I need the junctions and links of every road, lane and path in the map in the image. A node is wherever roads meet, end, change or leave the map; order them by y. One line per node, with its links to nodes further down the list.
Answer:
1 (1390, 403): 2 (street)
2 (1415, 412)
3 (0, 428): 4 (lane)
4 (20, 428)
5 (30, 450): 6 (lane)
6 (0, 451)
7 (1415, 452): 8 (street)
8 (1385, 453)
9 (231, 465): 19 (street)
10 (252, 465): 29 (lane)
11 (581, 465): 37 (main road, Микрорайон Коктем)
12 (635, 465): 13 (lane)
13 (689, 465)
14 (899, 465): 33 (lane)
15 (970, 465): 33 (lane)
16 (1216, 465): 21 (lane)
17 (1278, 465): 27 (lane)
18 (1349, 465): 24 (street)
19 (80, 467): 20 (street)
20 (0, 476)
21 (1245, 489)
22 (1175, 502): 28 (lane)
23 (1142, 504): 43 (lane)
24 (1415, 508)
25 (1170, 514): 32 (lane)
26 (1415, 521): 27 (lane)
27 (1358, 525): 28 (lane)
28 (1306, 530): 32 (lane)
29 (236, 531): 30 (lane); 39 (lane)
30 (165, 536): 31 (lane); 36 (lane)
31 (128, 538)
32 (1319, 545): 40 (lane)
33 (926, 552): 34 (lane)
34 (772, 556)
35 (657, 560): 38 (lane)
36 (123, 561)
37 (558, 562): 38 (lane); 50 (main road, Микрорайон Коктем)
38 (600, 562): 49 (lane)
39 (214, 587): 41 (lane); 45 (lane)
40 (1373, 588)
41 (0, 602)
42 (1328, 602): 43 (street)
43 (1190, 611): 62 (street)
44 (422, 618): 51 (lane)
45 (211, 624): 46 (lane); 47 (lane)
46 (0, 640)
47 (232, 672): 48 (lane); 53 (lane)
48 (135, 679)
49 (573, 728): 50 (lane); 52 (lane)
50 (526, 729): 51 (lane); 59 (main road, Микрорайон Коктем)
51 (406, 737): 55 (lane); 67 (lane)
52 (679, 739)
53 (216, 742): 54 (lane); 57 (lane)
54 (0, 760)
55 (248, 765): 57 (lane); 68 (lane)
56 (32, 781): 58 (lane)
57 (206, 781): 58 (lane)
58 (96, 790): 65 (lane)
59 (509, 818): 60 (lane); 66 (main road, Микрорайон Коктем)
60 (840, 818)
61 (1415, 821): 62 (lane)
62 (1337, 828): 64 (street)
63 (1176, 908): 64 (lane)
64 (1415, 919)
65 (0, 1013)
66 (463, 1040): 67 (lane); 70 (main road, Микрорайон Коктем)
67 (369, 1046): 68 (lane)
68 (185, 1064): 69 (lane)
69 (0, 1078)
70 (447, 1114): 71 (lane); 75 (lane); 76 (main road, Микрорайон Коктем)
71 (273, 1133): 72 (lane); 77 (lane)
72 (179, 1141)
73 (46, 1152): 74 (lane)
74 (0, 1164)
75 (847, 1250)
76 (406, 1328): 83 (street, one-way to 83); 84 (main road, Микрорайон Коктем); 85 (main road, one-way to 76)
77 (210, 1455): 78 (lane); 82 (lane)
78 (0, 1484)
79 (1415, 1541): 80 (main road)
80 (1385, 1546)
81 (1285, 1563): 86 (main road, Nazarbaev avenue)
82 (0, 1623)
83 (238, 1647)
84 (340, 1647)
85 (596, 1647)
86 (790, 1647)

Problem description: The task requires an exact transcription of all the data.

Reply:
I need the junctions and links of every road, lane and path in the map in the image. A node is wherever roads meet, end, change or leave the map; order them by y. One line per node, with its links to nodes further down the list.
Answer:
1 (1390, 403): 2 (street)
2 (1415, 412)
3 (0, 428): 4 (lane)
4 (20, 428)
5 (30, 450): 6 (lane)
6 (0, 451)
7 (1415, 452): 8 (street)
8 (1385, 453)
9 (231, 465): 19 (street)
10 (252, 465): 29 (lane)
11 (581, 465): 37 (main road, Микрорайон Коктем)
12 (635, 465): 13 (lane)
13 (689, 465)
14 (899, 465): 33 (lane)
15 (970, 465): 33 (lane)
16 (1216, 465): 21 (lane)
17 (1278, 465): 27 (lane)
18 (1349, 465): 24 (street)
19 (80, 467): 20 (street)
20 (0, 476)
21 (1245, 489)
22 (1175, 502): 28 (lane)
23 (1142, 504): 43 (lane)
24 (1415, 508)
25 (1170, 514): 32 (lane)
26 (1415, 521): 27 (lane)
27 (1358, 525): 28 (lane)
28 (1306, 530): 32 (lane)
29 (236, 531): 30 (lane); 39 (lane)
30 (165, 536): 31 (lane); 36 (lane)
31 (128, 538)
32 (1319, 545): 40 (lane)
33 (926, 552): 34 (lane)
34 (772, 556)
35 (657, 560): 38 (lane)
36 (123, 561)
37 (558, 562): 38 (lane); 50 (main road, Микрорайон Коктем)
38 (600, 562): 49 (lane)
39 (214, 587): 41 (lane); 45 (lane)
40 (1373, 588)
41 (0, 602)
42 (1328, 602): 43 (street)
43 (1190, 611): 62 (street)
44 (422, 618): 51 (lane)
45 (211, 624): 46 (lane); 47 (lane)
46 (0, 640)
47 (232, 672): 48 (lane); 53 (lane)
48 (135, 679)
49 (573, 728): 50 (lane); 52 (lane)
50 (526, 729): 51 (lane); 59 (main road, Микрорайон Коктем)
51 (406, 737): 55 (lane); 67 (lane)
52 (679, 739)
53 (216, 742): 54 (lane); 57 (lane)
54 (0, 760)
55 (248, 765): 57 (lane); 68 (lane)
56 (32, 781): 58 (lane)
57 (206, 781): 58 (lane)
58 (96, 790): 65 (lane)
59 (509, 818): 60 (lane); 66 (main road, Микрорайон Коктем)
60 (840, 818)
61 (1415, 821): 62 (lane)
62 (1337, 828): 64 (street)
63 (1176, 908): 64 (lane)
64 (1415, 919)
65 (0, 1013)
66 (463, 1040): 67 (lane); 70 (main road, Микрорайон Коктем)
67 (369, 1046): 68 (lane)
68 (185, 1064): 69 (lane)
69 (0, 1078)
70 (447, 1114): 71 (lane); 75 (lane); 76 (main road, Микрорайон Коктем)
71 (273, 1133): 72 (lane); 77 (lane)
72 (179, 1141)
73 (46, 1152): 74 (lane)
74 (0, 1164)
75 (847, 1250)
76 (406, 1328): 83 (street, one-way to 83); 84 (main road, Микрорайон Коктем); 85 (main road, one-way to 76)
77 (210, 1455): 78 (lane); 82 (lane)
78 (0, 1484)
79 (1415, 1541): 80 (main road)
80 (1385, 1546)
81 (1285, 1563): 86 (main road, Nazarbaev avenue)
82 (0, 1623)
83 (238, 1647)
84 (340, 1647)
85 (596, 1647)
86 (790, 1647)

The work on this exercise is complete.